Start of Block

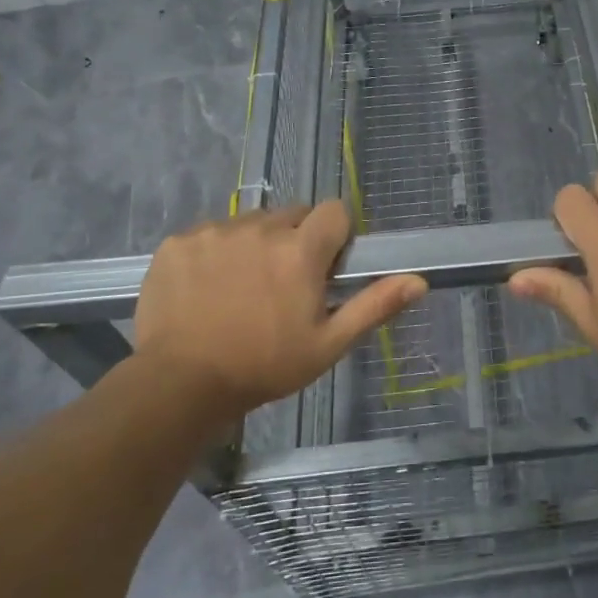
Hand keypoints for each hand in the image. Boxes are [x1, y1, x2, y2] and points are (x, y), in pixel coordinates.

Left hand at [133, 202, 425, 416]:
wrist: (178, 386)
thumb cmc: (263, 367)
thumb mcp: (327, 345)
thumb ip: (374, 306)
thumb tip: (419, 281)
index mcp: (301, 250)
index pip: (334, 211)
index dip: (335, 236)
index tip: (324, 268)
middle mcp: (260, 228)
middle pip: (292, 215)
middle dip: (296, 240)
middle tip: (283, 285)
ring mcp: (215, 232)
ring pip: (250, 223)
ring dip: (256, 244)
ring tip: (241, 289)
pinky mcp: (178, 242)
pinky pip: (210, 233)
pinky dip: (215, 252)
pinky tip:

End of Block

◆ What the exercise asks: Restate the records above word for word. Skip every picture.

◆ Task response:
Hand keypoints for each hand in the image. Boxes are [x1, y1, x2, y2] and points are (x, y), in pixel coordinates.

Left hand at [133, 202, 425, 416]:
wrist: (178, 386)
thumb cmc: (263, 367)
thumb mcp: (327, 345)
thumb ip: (374, 306)
thumb tip: (419, 281)
index mcp: (301, 250)
index pip: (334, 211)
index dip: (335, 236)
index tip: (324, 268)
middle mcp: (260, 228)
middle pip: (292, 215)
middle dip: (296, 240)
middle tip: (283, 285)
ring mcp: (215, 232)
ring pip: (250, 223)
ring dip: (256, 244)
ring tip: (241, 289)
pinky mcp: (178, 242)
pinky pip: (210, 233)
pinky dip: (215, 252)
pinky tip:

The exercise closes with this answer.